▸ **REQUIRED WORK**
Scan the records for the string "Samarinda" and copy every line that holds it.

▸ **SUPPLIED MATERIAL**
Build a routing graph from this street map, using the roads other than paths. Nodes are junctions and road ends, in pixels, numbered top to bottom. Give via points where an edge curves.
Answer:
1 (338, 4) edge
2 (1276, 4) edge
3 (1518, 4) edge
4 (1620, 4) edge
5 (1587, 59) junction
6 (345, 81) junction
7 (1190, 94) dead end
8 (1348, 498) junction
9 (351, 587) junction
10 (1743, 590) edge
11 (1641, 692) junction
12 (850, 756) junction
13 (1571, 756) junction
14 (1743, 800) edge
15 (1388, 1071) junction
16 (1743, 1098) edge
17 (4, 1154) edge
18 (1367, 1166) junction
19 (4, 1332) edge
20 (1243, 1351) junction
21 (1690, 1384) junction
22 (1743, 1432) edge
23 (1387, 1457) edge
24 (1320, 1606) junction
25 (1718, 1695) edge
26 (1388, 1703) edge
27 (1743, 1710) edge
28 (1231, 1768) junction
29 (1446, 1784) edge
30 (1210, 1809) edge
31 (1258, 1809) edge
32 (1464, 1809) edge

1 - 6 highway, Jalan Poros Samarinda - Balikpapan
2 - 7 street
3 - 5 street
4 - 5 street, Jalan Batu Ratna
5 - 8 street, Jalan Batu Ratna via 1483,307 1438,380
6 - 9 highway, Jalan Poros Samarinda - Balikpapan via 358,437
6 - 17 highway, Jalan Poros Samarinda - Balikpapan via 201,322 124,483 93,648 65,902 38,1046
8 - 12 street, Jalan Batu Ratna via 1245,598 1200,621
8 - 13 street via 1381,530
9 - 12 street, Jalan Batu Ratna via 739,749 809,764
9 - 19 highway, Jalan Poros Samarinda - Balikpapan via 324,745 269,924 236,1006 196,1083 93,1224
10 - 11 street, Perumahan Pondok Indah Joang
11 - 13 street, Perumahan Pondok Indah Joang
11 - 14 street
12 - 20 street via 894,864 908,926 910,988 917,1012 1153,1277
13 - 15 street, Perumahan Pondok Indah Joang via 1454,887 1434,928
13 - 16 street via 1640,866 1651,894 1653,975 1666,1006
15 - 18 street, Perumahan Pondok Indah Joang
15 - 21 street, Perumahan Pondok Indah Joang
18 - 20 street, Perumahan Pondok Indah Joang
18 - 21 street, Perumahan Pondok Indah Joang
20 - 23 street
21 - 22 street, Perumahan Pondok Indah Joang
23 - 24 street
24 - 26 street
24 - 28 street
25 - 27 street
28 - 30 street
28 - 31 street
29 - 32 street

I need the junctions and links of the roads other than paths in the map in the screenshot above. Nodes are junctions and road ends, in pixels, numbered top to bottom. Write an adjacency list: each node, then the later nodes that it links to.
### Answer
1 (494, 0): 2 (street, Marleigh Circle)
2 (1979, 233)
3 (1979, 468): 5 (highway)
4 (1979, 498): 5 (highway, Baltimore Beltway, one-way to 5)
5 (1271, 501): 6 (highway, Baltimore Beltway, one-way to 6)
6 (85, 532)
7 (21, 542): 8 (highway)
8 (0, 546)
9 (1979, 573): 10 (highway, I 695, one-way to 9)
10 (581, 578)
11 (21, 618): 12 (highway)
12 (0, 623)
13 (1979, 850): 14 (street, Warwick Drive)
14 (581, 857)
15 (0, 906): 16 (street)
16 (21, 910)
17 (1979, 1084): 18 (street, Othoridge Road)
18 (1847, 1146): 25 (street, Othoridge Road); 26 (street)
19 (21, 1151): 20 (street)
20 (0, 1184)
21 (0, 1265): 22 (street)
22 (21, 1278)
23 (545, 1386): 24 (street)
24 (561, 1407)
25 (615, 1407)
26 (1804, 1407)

▸ **RESULT OF THE TASK**
1 - 6 highway, Jalan Poros Samarinda - Balikpapan
6 - 9 highway, Jalan Poros Samarinda - Balikpapan via 358,437
6 - 17 highway, Jalan Poros Samarinda - Balikpapan via 201,322 124,483 93,648 65,902 38,1046
9 - 19 highway, Jalan Poros Samarinda - Balikpapan via 324,745 269,924 236,1006 196,1083 93,1224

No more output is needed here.